WNFS is a DAG where the terminal nodes are either empty directories or files. It is also a Merkle DAG to aid in low level operations (e.g. deduplication, sync), and to increase the performance of write access control.
The term "layer" refers exclusively to the stack of abstractions, with concrete or low-level constructs at the bottom, and progressivley more abstract and ”human” as we go up.
WNFS is built up from Merkle linked structures, and needs to operate at several layers within the stack. At time of writing, WNMFS runs on top of IPFS, but that may not always be the case. As such, we use slightly different abstractions from that project.
This layer describes how we need to concretely represent our data to the network. This is a data layer to be consumed by whichever substrate WMFS is running on.
The application layer is an abstraction over models. Having the full power of computation at runtime means that we can subordinate extraneous detail, and provide a familiar model and clean interface to end users.
WNFS has several well defined sections defined at the root of the DAG. These include (but are not limited to) the public, private, and shared sections. There is a strict separation between these sections, for many reasons, but importantly access control — both for users an a separation between userland and kernelspace.
A virtual node ("vnode") is an abstraction over files and directories. It describes some basic structure that all nodes in the graph conform to:
type VirtualNode = File | Directory | Symlink
data VirtualNode= FileNode File| DirectoryNode Directory| Symlink DNSLink
An encrypted node is a virtual node (or subtype) which has been encrypted. An external key is required to read this node. See the section on the private tree for more detail of the architecture of this in practice.
read(key: AES256, eNode: Encrypted<VNode>): Result<Failure, VNode>
read :: AES256 -> Encrypted VirtualNode -> Either Failure VirtualNode
A node is broken into two segments: header and content. There are a number of reasons for this layout, not least of which is keeping the content (userland) in a strictly separated namespace from the header (system managed).
These segments are stored as separate nodes at the protocol layer, but together at the level of application abstraction.
+---------------------------+| VirtualNode || || +--------+ +---------+ || | Header | | Content | || +--------+ +---------+ || |+---------------------------+
Contains information about the node and its contents. This includes information such as node size, tags, caches, indexes, and pointers to previous versions. This segment does cause changes in structure at the protocol layer with elements like previous version pointers.
The header is primarily system (SDK) managed, but may be influenced by the user (e.g. adding tags).
The information stored in the header segment is descriptive. It is structural at the protocol layer, but not at the application layer.
The actual information storage and linking to other nodes. Links to the actual raw contents of a file. This is an internal detail, and that this is a separate segment is generally hidden from end users.
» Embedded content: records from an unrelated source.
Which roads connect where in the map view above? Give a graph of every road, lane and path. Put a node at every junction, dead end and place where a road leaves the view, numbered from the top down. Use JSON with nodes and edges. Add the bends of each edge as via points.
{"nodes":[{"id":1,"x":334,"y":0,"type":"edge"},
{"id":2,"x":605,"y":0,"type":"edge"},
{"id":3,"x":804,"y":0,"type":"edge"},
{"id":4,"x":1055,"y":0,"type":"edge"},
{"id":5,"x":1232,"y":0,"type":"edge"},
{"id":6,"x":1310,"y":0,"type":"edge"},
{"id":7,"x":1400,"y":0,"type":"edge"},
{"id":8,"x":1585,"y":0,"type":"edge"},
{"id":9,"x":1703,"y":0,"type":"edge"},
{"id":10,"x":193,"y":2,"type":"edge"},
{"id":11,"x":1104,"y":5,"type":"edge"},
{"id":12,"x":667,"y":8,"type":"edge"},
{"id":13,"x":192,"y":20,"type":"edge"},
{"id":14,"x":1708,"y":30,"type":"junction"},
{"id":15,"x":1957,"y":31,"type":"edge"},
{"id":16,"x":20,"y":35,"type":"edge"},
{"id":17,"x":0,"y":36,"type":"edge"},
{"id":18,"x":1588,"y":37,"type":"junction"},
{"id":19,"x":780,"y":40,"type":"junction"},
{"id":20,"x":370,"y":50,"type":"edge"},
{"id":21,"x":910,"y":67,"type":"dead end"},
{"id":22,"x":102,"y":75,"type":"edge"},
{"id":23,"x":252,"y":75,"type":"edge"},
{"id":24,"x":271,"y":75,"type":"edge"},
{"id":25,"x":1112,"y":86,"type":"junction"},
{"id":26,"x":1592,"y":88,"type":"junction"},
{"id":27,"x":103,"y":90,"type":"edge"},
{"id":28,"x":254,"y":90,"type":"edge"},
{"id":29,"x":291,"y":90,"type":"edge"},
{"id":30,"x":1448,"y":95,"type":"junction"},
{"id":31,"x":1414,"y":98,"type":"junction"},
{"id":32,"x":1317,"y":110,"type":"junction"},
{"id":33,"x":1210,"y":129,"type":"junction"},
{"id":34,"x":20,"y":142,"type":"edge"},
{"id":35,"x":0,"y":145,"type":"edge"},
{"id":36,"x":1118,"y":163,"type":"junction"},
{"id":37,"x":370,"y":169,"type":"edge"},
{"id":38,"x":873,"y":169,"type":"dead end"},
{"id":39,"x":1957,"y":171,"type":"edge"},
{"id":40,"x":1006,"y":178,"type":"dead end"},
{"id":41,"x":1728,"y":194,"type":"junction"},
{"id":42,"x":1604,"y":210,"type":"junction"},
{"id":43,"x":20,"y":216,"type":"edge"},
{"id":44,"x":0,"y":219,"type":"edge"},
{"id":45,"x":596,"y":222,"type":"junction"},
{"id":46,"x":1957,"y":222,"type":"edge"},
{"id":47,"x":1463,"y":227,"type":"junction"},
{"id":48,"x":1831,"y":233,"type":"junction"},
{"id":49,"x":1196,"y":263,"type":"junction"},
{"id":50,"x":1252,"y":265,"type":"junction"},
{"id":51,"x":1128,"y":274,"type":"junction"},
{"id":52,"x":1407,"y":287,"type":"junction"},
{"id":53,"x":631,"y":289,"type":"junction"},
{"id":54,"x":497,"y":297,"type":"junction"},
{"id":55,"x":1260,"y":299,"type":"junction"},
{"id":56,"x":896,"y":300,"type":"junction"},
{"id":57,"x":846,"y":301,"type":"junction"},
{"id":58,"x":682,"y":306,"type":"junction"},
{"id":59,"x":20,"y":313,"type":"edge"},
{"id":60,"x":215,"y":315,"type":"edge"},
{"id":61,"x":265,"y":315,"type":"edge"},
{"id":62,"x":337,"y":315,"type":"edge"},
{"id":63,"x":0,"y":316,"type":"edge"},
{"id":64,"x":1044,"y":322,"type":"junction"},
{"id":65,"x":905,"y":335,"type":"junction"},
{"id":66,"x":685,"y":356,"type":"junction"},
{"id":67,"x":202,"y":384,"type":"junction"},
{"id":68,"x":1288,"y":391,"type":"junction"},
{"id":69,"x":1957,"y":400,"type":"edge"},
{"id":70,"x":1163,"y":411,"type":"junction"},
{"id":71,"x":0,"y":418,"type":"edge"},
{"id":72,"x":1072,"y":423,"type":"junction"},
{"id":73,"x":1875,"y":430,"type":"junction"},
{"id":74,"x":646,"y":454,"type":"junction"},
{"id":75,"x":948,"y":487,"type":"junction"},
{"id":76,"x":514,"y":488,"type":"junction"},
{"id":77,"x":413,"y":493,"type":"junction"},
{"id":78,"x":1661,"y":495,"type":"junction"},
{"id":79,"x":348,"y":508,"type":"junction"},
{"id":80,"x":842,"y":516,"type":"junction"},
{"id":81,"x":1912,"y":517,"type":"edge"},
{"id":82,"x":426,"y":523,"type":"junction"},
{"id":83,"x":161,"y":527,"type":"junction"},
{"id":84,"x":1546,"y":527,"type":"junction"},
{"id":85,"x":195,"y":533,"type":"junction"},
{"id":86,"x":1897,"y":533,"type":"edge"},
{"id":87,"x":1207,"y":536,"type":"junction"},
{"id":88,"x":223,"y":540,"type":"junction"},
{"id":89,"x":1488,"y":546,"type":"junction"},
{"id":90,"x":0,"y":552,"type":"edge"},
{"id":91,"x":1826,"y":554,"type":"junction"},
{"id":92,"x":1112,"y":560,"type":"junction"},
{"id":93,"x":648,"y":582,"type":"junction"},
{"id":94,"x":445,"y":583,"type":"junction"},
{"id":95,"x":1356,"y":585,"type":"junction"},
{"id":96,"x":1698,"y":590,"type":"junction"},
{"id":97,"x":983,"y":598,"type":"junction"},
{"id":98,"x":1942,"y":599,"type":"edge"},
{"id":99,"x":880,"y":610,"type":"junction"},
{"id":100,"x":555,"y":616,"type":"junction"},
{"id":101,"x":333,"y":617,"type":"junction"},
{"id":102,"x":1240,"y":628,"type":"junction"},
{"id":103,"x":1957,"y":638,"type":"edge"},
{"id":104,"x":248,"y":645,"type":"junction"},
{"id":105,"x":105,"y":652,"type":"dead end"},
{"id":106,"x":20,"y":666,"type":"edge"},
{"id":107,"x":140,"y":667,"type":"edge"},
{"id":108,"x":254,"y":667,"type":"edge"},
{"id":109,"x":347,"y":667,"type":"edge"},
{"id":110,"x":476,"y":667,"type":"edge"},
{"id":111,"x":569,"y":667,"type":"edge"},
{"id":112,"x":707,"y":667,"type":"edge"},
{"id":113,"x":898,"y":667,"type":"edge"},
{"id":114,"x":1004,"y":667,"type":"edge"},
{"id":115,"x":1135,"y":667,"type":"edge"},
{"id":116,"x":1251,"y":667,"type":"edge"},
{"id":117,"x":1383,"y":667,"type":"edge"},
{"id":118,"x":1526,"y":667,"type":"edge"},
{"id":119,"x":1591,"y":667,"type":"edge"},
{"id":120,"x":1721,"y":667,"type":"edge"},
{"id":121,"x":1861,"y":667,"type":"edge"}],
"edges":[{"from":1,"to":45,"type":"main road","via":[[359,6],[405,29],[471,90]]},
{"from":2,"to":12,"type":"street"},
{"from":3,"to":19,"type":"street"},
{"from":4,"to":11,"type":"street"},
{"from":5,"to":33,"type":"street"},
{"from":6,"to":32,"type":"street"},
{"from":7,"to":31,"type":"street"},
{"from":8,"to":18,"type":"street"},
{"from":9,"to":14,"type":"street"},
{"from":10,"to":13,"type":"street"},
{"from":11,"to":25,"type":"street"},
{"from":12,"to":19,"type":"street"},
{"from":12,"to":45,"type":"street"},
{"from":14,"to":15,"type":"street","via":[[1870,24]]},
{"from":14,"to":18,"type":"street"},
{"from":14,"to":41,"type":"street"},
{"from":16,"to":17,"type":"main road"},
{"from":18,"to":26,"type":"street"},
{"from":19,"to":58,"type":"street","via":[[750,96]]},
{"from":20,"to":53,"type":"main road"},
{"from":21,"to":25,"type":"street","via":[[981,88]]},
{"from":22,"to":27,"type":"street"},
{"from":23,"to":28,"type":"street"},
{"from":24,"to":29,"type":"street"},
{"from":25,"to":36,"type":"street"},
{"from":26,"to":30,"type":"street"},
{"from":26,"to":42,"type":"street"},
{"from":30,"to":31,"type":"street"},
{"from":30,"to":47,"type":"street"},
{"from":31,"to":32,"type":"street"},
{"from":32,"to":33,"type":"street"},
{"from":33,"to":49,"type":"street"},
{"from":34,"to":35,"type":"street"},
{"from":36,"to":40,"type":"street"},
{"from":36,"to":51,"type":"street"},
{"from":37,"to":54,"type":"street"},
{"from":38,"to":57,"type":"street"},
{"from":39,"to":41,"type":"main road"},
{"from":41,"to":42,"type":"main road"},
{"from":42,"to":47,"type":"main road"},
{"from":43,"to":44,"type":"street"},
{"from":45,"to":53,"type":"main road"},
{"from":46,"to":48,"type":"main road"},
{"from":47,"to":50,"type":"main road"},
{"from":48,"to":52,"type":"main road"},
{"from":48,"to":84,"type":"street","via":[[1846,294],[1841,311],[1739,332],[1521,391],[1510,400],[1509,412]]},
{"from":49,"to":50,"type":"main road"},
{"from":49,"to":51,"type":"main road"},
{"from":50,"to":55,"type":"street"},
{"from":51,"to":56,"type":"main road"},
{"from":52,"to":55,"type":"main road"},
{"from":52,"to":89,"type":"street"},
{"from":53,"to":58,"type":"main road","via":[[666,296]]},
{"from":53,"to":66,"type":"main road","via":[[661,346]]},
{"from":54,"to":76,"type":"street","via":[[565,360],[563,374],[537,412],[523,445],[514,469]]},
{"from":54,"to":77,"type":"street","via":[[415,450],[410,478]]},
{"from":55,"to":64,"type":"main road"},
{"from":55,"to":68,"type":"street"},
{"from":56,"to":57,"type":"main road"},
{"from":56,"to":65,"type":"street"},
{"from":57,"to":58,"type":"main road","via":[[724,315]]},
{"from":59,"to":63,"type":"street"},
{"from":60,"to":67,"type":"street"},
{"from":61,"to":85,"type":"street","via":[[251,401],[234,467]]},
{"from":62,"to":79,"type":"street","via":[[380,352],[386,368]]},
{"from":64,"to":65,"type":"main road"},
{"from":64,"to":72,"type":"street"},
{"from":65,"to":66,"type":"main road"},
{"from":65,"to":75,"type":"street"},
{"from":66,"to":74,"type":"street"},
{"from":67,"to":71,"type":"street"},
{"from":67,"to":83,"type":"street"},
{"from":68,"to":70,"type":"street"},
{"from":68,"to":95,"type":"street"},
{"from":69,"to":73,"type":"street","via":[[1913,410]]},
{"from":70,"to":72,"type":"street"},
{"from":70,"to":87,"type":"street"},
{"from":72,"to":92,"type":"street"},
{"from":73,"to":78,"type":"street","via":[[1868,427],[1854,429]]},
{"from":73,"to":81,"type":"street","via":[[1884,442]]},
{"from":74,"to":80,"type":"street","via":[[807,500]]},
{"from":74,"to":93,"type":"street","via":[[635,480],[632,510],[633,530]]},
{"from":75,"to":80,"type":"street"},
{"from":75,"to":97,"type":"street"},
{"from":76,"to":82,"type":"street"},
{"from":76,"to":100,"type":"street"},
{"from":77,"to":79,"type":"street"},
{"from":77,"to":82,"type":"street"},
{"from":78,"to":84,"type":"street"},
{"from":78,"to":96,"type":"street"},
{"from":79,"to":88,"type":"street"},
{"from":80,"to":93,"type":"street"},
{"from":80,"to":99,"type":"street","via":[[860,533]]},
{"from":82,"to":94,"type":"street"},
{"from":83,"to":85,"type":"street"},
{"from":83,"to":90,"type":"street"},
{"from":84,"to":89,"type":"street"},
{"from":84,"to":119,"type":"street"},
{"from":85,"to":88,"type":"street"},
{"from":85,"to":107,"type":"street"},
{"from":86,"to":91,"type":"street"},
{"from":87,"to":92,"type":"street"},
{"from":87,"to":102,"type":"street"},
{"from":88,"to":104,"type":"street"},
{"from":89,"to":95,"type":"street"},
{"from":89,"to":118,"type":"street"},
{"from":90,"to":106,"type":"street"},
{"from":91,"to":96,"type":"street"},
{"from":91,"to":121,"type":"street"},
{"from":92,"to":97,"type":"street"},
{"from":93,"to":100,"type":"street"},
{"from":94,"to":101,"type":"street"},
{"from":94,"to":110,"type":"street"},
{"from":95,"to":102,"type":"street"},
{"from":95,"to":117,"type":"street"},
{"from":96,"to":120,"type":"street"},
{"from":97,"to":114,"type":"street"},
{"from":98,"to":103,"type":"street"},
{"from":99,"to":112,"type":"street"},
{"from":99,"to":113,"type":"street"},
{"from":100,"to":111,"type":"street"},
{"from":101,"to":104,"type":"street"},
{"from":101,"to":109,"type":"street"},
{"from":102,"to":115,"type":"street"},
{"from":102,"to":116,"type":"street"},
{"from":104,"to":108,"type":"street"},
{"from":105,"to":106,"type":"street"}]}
The information stored in the content segment is primarily operational. It contains the primary semantic links that get exposed to the end user.
A copy of a larger structure, with some data removed. This process is inherently lossy by definition, and never introduces new information to the reduction.
pretty
is a DAG reduction of the public
section. It's a reduction index because it contains precisely the same files and paths, but with extra detail removed. This is held directly in the DAG to facilitate human readable URLs.